Percentage Nodes to Restart: An int between 0 and 100, indicating the percentage of nodes that should be restarted if cluster chaos is enabled.

Percentage Nodes to Stop: An int between 0 and 100, indicating the percentage of nodes that should be stopped if cluster chaos is enabled.

Resource Group Name: The name of the resource group where the VM Scale Set of the cluster belongs to.

VM Scale Set Name: The name of the Virtual Machine Scale Set used by the cluster.

Injection Rate: A double between 0 and 1, indicating what proportion of calls should be subject to failure-injection. For example, if 0.2, twenty percent of calls will be randomly affected; if 0.01, one percent of calls; if 1, all calls.

Operations Chaos Settings

Operation: Which operation within the app these chaos settings apply to. Each call site in your codebase which uses Polly and Simmy can be tagged with an OperationKey. This is simply a string tag you choose, to identify different call paths in your app, in our case, we're using an enumeration located in the Shared Kernel project, where we've defined (arbitrarily) some operations to inject them some chaos.

Duration: A Timespan indicating how long the chaos for a specific operation should take once is injected if Automatic Chaos Injection is enabled. (Optional) Should be less than the value configured for MaxDuration.

Latency: If set, this much extra latency in ms will be added to affected calls, before the http request is made.

Exception: If set, affected calls will throw the given exception. (The original outbound http/sql/whatever call will not be placed.)

Status Code: If set, a result with the given http status code will be returned for affected calls. (The original outbound http call will not be placed.)

Enabled: A master switch for this call site. When true, faults may be injected at this call site per the other parameters; when false, no faults will be injected.

How the chaos is injected?

The best way to build robust resilience strategies using Polly is through the PolicyWrap, which at the end of the day makes up a set of policies working together as a single policy. So, the recommended way for introducing Simmy is to use one or more Monkey Policies as the innermost policies in the PolicyWrap. That way, they alter the usual outbound call at the last minute, substituting their fault, adding a custom behavior or adding extra latency allowing us to test our resilience strategies and see how we're handling the chaos/faults injected by Simmy.

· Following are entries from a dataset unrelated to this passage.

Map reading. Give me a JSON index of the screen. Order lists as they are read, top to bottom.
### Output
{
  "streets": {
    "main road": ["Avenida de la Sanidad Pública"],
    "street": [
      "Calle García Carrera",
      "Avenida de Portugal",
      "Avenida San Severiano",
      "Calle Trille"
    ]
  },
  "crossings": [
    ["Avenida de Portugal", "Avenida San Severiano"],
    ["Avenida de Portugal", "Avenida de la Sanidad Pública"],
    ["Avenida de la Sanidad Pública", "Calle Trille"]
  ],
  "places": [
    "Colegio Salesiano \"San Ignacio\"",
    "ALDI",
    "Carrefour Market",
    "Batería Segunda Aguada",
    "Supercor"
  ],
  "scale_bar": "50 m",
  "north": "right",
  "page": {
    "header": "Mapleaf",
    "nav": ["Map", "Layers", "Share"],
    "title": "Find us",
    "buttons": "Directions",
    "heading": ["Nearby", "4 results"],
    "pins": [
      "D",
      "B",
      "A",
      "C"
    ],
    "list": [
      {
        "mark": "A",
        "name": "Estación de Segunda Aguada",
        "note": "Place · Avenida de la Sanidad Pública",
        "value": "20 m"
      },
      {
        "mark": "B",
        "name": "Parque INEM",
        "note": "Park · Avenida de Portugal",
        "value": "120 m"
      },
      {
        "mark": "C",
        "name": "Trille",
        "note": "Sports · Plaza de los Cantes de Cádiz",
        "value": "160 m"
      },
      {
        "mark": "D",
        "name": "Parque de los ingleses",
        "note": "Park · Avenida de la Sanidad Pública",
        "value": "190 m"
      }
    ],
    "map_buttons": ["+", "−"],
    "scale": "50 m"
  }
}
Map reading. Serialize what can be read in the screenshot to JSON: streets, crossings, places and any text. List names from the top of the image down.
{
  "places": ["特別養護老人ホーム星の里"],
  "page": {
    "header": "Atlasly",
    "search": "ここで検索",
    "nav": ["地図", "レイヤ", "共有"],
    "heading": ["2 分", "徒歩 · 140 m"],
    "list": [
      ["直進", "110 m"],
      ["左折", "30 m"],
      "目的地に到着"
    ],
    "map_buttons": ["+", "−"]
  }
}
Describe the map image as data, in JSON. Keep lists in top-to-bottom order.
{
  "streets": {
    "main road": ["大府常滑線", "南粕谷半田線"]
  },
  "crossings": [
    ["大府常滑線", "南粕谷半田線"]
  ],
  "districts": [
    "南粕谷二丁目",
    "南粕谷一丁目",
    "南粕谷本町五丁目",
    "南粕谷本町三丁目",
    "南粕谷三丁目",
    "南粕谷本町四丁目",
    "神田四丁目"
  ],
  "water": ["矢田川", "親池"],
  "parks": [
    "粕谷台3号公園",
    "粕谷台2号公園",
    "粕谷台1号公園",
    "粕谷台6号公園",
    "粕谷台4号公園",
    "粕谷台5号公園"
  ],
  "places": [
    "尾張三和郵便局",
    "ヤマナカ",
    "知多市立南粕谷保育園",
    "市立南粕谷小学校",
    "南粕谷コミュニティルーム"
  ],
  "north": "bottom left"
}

One of the simplest ways to add chaos-injection all across your app without changing existing configuration code is taking advantage of PolicyRegistry by storing all policies of each strategy in their respective registry (you might have several strategies with different policies to handle different scenarios, thus different PolicyRegistry's).
So, in order to do that, we're going to add some code in StartUp class.

First of all, we need to add our resilience strategies, then we're going to inject them chaos policies (monkeys). For Http calls, we're going to build a strategy on the fly, but for SQL Azure database calls we're going to use our SqlPolicyBuilder which we've made previously because the idea is to reuse our resilience strategies!

Setting up our Http resilience strategy

var policyRegistry = services.AddPolicyRegistry();  
policyRegistry["ResiliencePolicy"] = GetHttpResiliencePolicy();

services.AddHttpClient<ResilientHttpClient>()  
    .AddPolicyHandlerFromRegistry("ResiliencePolicy");

Setting up our SQL Azure DB strategy

services.AddSingleton<IPolicyAsyncExecutor>(sp =>  
{
    var sqlPolicyBuilder = new SqlPolicyBuilder();
    return sqlPolicyBuilder
        .UseAsyncExecutor()
        .WithDefaultPolicies()
        .Build();
});

Injecting chaos policies (monkeys) to our resilient strategies

We're injecting the monkeys only in environments different than Development (which is the usual, but it's up to you, even you might make it configurable through the Chaos UI as well) through the AddChaosInjectors/AddHttpChaosInjectors extension methods on IPolicyRegistry<> which simply takes every policy in our PolicyRegistry and wraps Simmy policies (as the innermost policy) inside.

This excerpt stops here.